Depois seguirá um terreno constantemente quebrado até alcançar o Col de Saint Andrieu, também de terceira categoria, cuja cúpula chegará no quilômetro 92,4 após 4,7 quilômetros a 4,8%. A partir daí não aparecerá nenhuma outra montanha pontuável, mas isso não significa que a dureza termine.
O percurso continuará subindo e descendo durante boa parte do dia e oferecerá poucos quilômetros completamente planos. A acumulação de mais de 200 quilômetros e cerca de 3.000 metros de ascenso será provavelmente mais importante do que qualquer uma das montanhas separadamente.
A parte final também não facilitará uma chegada tranquila. Depois de passar por Valensole, a estrada continuará apresentando longos falsos planos antes de se dirigir a Manosque. Os últimos quilômetros voltam a subir, com alguns trechos mais exigentes, portanto uma chegada em massa com todos os velocistas parece complicada.
O cenário mais provável é um sprint de um grupo reduzido, embora dependa muito do ritmo que equipes como Lidl-Trek ou Visma-Lease a Bike queiram impor. Também há margem para que uma fuga tenha opções se o pelotão decidir não assumir o controle muito cedo.
Pedersen e Van Aert têm uma de suas melhores oportunidades
Mads Pedersen parece ser o corredor que reúne as melhores características para vencer em Manosque. O dinamarquês chega após conquistar a camisa verde do Tour e já havia sinalizado esta etapa como um de seus objetivos. Sua resistência após jornadas longas e duras, combinada com sua velocidade no sprint, o torna uma referência clara.

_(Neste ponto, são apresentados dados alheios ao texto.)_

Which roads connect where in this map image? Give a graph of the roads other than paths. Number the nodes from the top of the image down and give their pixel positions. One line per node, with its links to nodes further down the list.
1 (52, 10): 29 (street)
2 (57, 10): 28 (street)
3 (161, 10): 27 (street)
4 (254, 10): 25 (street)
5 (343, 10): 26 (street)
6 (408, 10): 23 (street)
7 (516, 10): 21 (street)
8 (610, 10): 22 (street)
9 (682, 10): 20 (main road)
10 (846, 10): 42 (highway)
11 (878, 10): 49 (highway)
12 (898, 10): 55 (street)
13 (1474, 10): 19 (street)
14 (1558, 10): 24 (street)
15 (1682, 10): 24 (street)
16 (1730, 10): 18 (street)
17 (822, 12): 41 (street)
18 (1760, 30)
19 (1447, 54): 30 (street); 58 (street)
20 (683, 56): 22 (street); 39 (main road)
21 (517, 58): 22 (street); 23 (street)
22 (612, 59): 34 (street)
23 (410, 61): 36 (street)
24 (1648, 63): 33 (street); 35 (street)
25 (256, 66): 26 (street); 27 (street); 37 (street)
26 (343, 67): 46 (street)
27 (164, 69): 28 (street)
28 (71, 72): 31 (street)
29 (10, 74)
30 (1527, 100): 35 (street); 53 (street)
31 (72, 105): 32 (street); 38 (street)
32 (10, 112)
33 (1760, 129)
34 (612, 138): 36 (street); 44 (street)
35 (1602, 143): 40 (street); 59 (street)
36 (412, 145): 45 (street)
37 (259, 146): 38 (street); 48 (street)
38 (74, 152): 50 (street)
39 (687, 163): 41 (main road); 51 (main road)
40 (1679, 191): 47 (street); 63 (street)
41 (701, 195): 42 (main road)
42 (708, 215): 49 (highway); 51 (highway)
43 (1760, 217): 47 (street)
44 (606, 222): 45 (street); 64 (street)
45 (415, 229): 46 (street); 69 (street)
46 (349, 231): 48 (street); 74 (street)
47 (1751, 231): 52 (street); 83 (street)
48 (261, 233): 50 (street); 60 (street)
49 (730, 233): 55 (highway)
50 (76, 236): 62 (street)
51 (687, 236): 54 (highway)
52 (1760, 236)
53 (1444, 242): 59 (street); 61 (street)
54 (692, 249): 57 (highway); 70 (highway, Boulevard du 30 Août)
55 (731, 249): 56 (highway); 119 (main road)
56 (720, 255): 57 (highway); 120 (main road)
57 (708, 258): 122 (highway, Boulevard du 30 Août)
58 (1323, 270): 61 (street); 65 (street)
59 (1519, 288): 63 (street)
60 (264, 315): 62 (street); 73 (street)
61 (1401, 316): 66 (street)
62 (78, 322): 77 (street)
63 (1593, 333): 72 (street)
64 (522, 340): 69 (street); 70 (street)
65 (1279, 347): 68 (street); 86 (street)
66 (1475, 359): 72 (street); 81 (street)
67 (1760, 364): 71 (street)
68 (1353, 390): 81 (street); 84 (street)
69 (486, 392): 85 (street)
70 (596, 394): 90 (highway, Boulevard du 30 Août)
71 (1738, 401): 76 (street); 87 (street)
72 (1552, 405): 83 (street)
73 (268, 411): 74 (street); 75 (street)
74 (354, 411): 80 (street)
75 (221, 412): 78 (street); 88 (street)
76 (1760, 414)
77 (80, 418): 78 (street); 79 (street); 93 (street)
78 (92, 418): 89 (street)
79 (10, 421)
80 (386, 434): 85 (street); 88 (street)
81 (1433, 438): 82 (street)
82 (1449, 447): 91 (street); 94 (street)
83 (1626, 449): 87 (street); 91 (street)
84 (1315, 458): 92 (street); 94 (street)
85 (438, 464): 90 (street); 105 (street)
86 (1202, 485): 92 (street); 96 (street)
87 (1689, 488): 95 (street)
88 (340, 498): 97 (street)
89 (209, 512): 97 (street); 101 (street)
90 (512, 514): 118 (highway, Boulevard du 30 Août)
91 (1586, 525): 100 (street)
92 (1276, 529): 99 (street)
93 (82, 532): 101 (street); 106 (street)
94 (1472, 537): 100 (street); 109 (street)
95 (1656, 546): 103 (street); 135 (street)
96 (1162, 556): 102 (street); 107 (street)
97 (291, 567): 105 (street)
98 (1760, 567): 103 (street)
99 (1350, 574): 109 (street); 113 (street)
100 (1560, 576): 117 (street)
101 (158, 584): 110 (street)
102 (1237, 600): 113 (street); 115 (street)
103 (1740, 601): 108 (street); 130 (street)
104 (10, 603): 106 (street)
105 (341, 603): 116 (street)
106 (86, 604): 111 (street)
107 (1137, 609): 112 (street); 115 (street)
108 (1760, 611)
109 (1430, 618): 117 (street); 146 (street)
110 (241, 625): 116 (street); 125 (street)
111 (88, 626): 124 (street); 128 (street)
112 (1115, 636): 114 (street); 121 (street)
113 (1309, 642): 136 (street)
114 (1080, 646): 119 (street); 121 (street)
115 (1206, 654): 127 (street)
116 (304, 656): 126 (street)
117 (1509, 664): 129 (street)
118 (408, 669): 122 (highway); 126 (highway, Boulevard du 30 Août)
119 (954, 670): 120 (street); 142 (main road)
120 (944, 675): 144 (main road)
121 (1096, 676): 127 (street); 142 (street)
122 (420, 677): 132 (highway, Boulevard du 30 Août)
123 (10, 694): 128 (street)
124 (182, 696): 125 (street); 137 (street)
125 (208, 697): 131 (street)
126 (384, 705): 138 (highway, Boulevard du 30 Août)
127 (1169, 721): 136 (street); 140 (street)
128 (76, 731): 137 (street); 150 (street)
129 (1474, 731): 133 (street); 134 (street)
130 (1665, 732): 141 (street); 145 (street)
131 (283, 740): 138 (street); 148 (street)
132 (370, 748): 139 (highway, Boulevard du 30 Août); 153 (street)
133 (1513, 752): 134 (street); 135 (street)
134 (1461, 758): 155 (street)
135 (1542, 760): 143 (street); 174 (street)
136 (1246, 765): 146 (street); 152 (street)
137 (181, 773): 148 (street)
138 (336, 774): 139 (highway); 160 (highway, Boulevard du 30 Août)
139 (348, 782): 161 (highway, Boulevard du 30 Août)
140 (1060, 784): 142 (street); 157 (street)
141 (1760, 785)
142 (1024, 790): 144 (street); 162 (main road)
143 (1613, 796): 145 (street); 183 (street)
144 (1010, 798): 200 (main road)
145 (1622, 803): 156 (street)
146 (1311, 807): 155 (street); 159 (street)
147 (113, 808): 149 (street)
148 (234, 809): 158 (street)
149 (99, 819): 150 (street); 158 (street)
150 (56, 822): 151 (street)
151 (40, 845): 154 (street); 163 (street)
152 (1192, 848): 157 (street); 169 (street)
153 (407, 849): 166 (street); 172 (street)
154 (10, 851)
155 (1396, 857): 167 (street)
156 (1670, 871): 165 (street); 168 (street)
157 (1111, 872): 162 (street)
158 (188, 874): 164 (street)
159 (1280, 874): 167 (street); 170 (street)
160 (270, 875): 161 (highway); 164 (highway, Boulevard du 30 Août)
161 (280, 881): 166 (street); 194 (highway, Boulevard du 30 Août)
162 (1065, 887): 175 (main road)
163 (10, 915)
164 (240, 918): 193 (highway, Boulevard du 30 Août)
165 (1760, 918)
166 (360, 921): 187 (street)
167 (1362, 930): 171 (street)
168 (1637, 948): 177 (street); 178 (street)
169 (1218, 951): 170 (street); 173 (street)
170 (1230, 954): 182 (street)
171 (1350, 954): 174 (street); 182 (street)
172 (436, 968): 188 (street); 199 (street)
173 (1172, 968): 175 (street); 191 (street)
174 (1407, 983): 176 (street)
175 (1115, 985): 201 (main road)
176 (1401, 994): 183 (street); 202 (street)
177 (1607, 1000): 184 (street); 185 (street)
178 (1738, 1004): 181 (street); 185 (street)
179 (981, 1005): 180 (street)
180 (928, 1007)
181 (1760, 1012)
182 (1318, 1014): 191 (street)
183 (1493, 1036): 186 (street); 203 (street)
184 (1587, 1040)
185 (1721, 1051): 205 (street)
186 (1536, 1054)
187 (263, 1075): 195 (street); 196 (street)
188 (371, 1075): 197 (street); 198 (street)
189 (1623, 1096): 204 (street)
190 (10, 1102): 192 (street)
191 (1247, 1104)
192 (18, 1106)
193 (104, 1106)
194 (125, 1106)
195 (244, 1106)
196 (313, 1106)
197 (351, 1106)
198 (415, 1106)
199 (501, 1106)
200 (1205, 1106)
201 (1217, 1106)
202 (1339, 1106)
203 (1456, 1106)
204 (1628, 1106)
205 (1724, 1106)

Wout van Aert terá também um incentivo adicional. Após terminar a contrarrelógio inaugural a apenas 9 segundos de Pogačar, uma vitória acompanhada de bonificações poderia permitir que ele atacasse a liderança. O percurso também o favorece, embora a Visma conte com outras opções como Matthew Brennan e Christophe Laporte se a corrida tomar outro rumo.
Entre os velocistas resistentes, Kaden Groves aparece novamente como uma opção evidente por sua capacidade de superar terreno quebrado, enquanto Orluis Aular e Bryan Coquard deveriam agradecer por um dia que elimine os sprinters mais puros. Se sobreviver aos mais de 3.000 metros de ascenso, Jordi Meeus também deve ser considerado por sua maior velocidade de ponta.
E se a etapa acabar sendo muito mais seletiva do que o previsto, nomes como Magnus Cort, Axel Laurance ou Ben Turner podem entrar em jogo. Até mesmo Tadej Pogačar tem um final adequado para suas características, embora com uma jornada ainda tão cedo, o lógico seria que a UAE priorizasse conservar o vermelho sem gastar mais do que o necessário.